Three batwing B-2 stealth bombers are in Hawaii for their first deployment to the state, Pacific Air Forces said.
The bombers, which are capable of carrying nuclear and conventional weapons, flew into Joint Base Pearl Harbor-Hickam on Wednesday from Whiteman Air Force Base in Missouri.
“The three B-2s and respective aircrew, maintainers and support personnel will use this short-term deployment to conduct training sorties designed to demonstrate U.S. commitment to the Indo-Asia-Pacific region and enhance regional security,” Pacific Air Forces, headquartered at Hickam, said in a statement.
The Air Force said B-2 Spirits regularly rotate through the Indo-Pacific region “to conduct routine air operations, which integrate capabilities with key regional partners.”

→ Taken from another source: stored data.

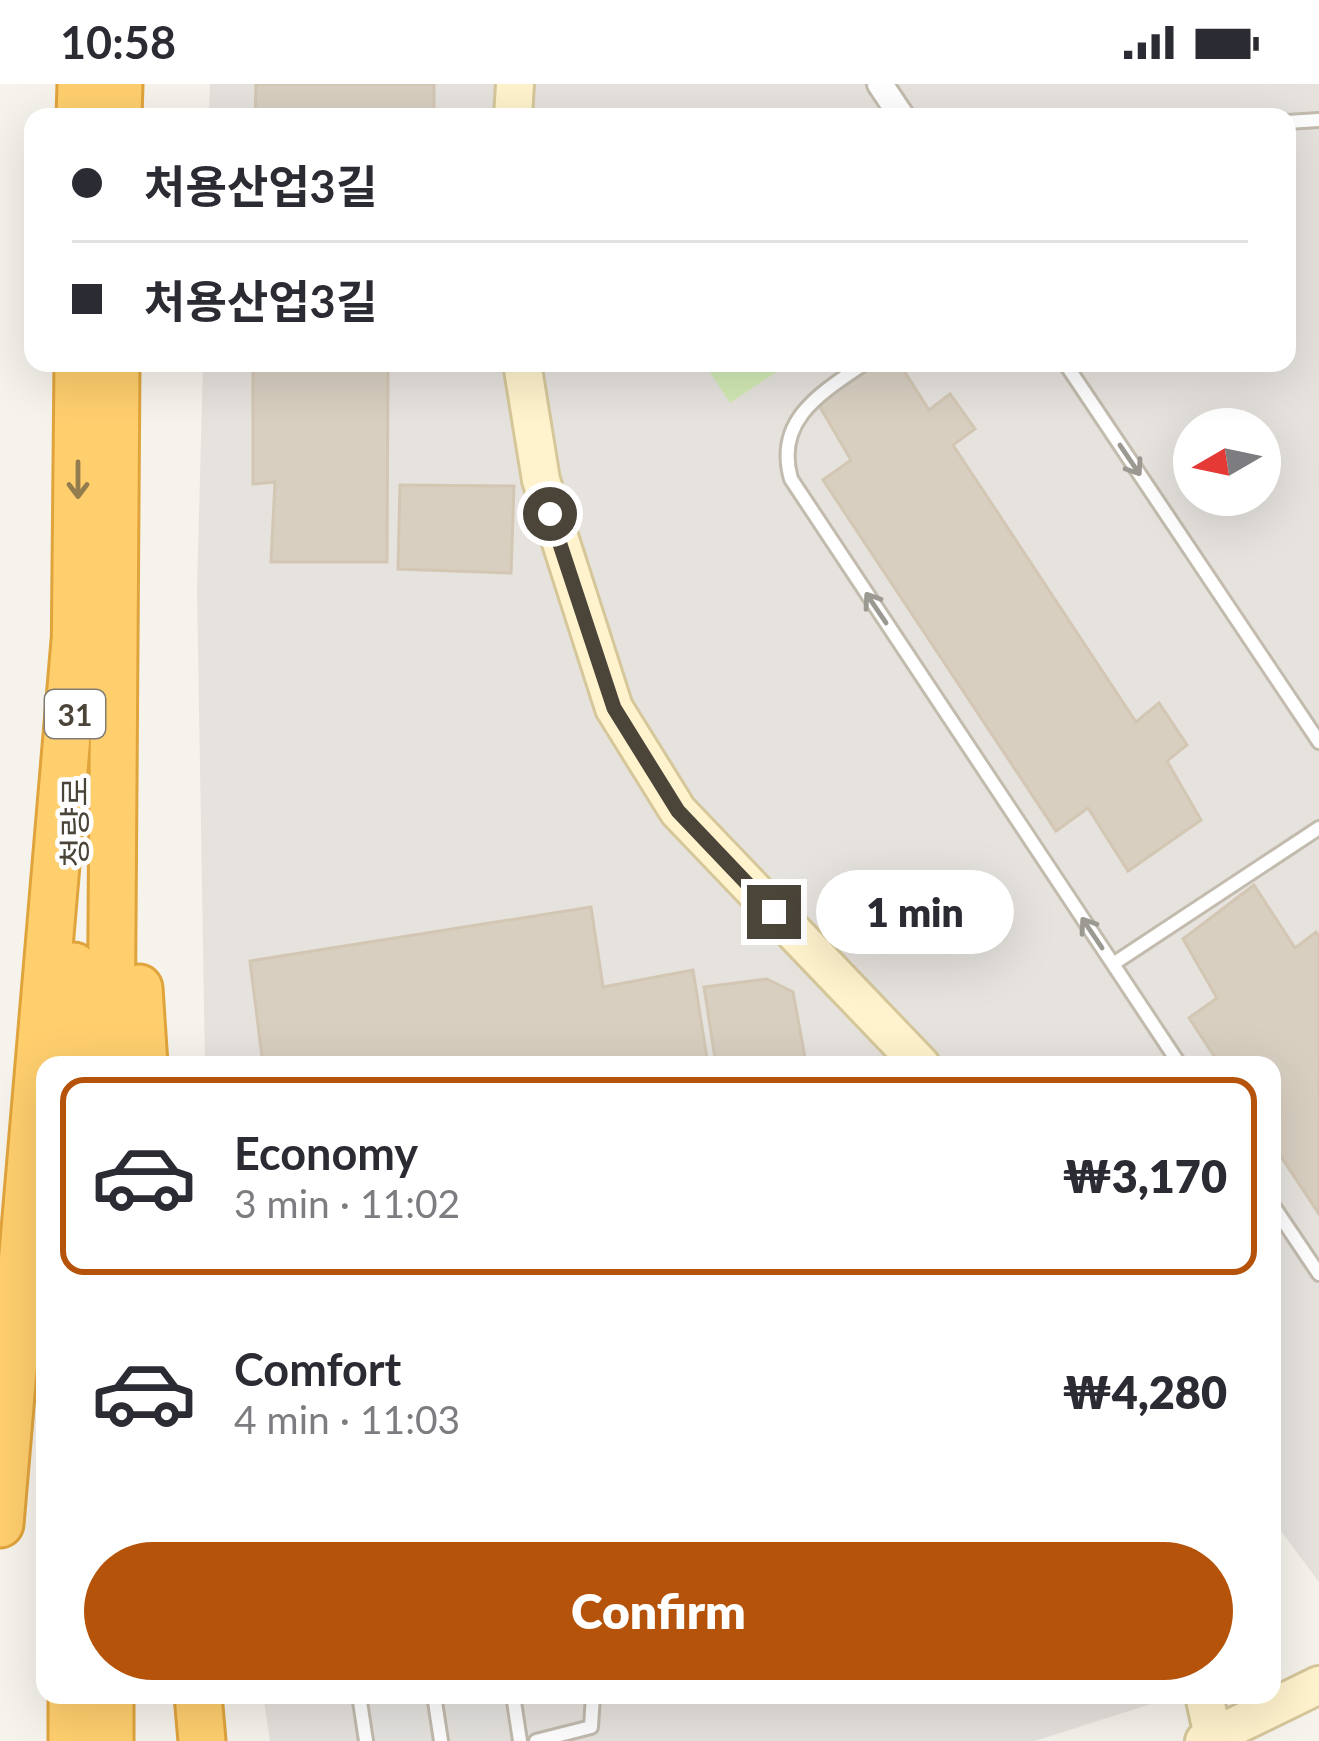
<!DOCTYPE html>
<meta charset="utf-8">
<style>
body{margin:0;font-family:Lato,"Noto Sans KR",sans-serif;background:#f7f7f7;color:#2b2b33;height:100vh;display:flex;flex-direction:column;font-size:45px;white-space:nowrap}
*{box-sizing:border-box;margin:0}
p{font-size:39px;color:#7c7c81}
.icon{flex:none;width:66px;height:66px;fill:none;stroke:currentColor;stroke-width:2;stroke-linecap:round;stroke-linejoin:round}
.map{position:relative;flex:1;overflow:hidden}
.panel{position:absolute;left:36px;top:972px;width:1245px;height:648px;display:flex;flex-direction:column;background:#fff;border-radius:24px;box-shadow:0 12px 48px #0002}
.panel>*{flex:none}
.hud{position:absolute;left:24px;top:24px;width:1272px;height:264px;border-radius:24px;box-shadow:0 12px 48px #0002;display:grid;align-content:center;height:264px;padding:0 48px;background:#fff}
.needle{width:78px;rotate:261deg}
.fabs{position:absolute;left:1173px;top:324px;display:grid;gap:24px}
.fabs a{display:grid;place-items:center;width:108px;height:108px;border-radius:50%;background:#fff;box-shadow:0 12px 48px #0002;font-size:60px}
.end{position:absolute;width:54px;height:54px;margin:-27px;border:15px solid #4b4439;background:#fff;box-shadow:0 0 0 6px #fff}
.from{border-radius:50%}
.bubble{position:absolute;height:84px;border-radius:42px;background:#fff;box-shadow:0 12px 48px #0002;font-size:39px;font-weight:800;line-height:84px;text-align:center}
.hud b{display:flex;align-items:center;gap:42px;height:114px;font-size:45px}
.hud b+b{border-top:3px solid #e1e1e2}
.hud i{width:30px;height:30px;background:#2b2b33}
ul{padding:21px 0 0;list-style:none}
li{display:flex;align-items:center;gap:36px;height:198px;margin:0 24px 18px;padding:0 24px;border:6px solid transparent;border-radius:24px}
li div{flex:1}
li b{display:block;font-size:45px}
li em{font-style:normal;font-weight:800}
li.on{border-color:#b45309}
li>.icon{width:108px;height:108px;stroke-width:1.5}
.cta{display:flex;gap:24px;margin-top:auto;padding:24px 48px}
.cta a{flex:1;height:138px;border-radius:72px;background:#b45309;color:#fff;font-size:48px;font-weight:800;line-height:138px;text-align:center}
.status{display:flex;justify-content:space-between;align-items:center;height:84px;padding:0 60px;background:#fff;direction:ltr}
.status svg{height:33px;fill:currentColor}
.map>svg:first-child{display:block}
</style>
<div class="status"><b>10:58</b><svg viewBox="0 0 49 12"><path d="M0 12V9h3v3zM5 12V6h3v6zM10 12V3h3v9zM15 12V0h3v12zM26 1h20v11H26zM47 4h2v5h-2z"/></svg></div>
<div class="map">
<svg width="1319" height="1657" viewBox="0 0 1319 1657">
<rect width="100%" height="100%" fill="#f6f3ec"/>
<path fill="#e6e2dd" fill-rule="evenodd" d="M210,0H1319V1498L1272,1435V981H205L197,506L203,279H1287V33H209ZM1194,345H1260V411H1194Z
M263,1611H1179L1035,1657H270Z"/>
<path fill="#d2eab5" d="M704,279H790L730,319Z"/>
<path fill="#e5e3e0" d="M369,1611H417L424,1657H376Z
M451,1611H499L504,1642L457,1650Z"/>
<path fill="#d8cfc1" stroke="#d3c7b4" stroke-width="3" d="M256,0H434V33H255Z
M253,279H388L387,478H271L275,398L253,400Z
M868,279H899L929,326L950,310L975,345L953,361L1136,638L1159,619L1187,661L1167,677L1201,736L1128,787L1088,724L1056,747L823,396L851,376L817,318Z
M400,401L514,402L511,489L398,485Z
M1254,801L1295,864L1316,848L1319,852V1130L1272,1059V981H1220L1189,934L1217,914L1183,855Z
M591,823L603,903L693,886L708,981H263L250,877Z
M767,895L793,908L806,979L716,981L704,903Z"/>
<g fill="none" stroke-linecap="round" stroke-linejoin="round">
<defs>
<path id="lane" d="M1287,38L1319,36
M865,279C821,309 774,336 791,395L1180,981
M1065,279L1319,658
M1113,880L1319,744
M1272,1120L1319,1190
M359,1611L366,1657
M434,1611L441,1657
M513,1611L520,1657
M536,1657L591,1643L593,1611"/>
<path id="street" d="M880,0L902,33"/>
<path id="secondary" d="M513,33L515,0
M522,279L541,396L614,624L678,727L921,981
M1204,1611L1214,1657
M1204,1657L1319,1601"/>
<path id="highway" d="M80,33L81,0
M118,33L119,0
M75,588L78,279
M139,904L144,981
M74,981V882
M111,981L116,279
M0,1440L75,557
M110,1611V1657
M198,1611L202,1657
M72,1657V1611"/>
</defs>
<use href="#lane" stroke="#c2bbae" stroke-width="18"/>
<use href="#street" stroke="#c2bbae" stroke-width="30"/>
<use href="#secondary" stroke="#d6c79b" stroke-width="42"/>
<use href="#highway" stroke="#e0a43c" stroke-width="51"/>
<use href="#lane" stroke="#fff" stroke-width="12"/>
<use href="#street" stroke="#fff" stroke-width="24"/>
<use href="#secondary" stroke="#fff3cd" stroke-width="36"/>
<use href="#highway" stroke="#ffcf6e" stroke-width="45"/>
</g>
<defs><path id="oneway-shaft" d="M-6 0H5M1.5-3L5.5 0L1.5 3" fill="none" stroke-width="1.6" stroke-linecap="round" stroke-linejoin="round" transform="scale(3)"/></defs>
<g stroke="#9c9892">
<use href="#oneway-shaft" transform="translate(1130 376) rotate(56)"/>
<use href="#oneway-shaft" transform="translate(876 524) rotate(-124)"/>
<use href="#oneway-shaft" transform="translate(1092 849) rotate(-124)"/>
</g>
<use stroke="#937c4e" href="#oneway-shaft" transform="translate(78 396) rotate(90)"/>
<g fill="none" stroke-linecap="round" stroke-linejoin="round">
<path stroke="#4b4439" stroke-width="15" d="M550,430L614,624L678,727L774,828"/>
</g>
<g text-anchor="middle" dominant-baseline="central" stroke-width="9" stroke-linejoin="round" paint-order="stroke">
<rect fill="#fff" stroke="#817c74" stroke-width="3" x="45" y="606" width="60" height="48" rx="9"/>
<g font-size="30" font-weight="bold" fill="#4b4439">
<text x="75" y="630">31</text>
</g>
<g font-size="33" fill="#4b4439" stroke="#fff">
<text transform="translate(74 738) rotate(-90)">청량로</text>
</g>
</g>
</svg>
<div class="fabs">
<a><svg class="needle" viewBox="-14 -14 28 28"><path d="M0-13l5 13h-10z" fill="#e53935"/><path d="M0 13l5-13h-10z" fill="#7c7c81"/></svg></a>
</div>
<i class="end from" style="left:550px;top:430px"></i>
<i class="end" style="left:774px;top:828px"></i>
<div class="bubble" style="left:816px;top:786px;width:198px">1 min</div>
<div class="hud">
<b><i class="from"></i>처용산업3길</b>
<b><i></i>처용산업3길</b>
</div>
<section class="panel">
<ul>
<li class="on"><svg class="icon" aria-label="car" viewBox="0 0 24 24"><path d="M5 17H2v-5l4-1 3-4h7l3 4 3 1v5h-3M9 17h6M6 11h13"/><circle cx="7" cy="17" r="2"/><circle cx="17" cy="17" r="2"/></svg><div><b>Economy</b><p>3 min · 11:02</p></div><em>₩3,170</em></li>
<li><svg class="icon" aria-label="car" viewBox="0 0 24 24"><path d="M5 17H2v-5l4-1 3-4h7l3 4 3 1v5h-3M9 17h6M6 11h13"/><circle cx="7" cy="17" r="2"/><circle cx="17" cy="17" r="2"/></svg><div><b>Comfort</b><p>4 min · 11:03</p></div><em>₩4,280</em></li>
</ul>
<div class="cta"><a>Confirm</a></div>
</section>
</div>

In the past, however, bombers have flown over Hawaii, practiced bombing runs at Pohakuloa Training Area on Hawaii island using dummy bombs, and returned to mainland bases.
Air Force bombers also have stopped at Hickam on their way to Guam or Japan, and also flown from Guam to Hawaii and back to Guam.
But this is the first B-2 deployment to Hawaii, Pacific Air Forces said.
Retired Navy Capt. Carl Schuster, a former director of operations at U.S. Pacific Command’s Joint Intelligence Center and a professor at Hawaii Pacific University, said he thinks the Hawaii rotation is part of Defense Secretary James Mattis’ “effort to make us more unpredictable strategically.”
“Training and operating out of Hawaii implies we are preparing or becoming ready for short-notice staging of those aircraft in Hawaii,” Schuster said.
Training in Hawaii increases the ability to move rapidly and complicates hostile nations’ efforts to anticipate U.S. moves, he said.
If done routinely for training and presence, the United States can increase its bomber presence in Hawaii without it appearing to be in response to a particular incident, thereby increasing deterrence, Schuster said.
Deploying to Guam “sends a strong signal,” Schuster added, but training and operating in Hawaii for periods of time “puts them 12 hours closer to North Korea and the South China Sea.”
The more than $1 billion B-2s have a crew of two pilots and are about the size of a cargo van inside. They can carry a 40,000-pound payload.
The B-2’s stealth is derived from a combination of reduced infrared, acoustic, electromagnetic, visual and radar signatures, according to the Air Force.
In its fiscal 2019 presidential budget request, the Air Force said it planned to update the B-52 Stratofortress bomber fleet and continue with B-1 Lancer and B-2 modifications while also acquiring new B-21 Raiders that also have a batwing configuration.
The Raider is expected to be fielded in the mid-2020s, while the B-52 — which first flew in 1952 — is slated to have a nearly 100-year service life through 2050 with upgrades, according to the Air Force.
In February, Gen. Robin Rand, head of Air Force Global Strike Command, noted that in 1991 at the end of Operation Desert Storm, the Air Force had 290 bombers.
“Today that force has dropped to 157 bombers at five bomb wings and 15 total force bomb squadrons,” Rand said at the time. “That’s a 46 percent decrease in our bomber force while we have conducted continuous combat operations.”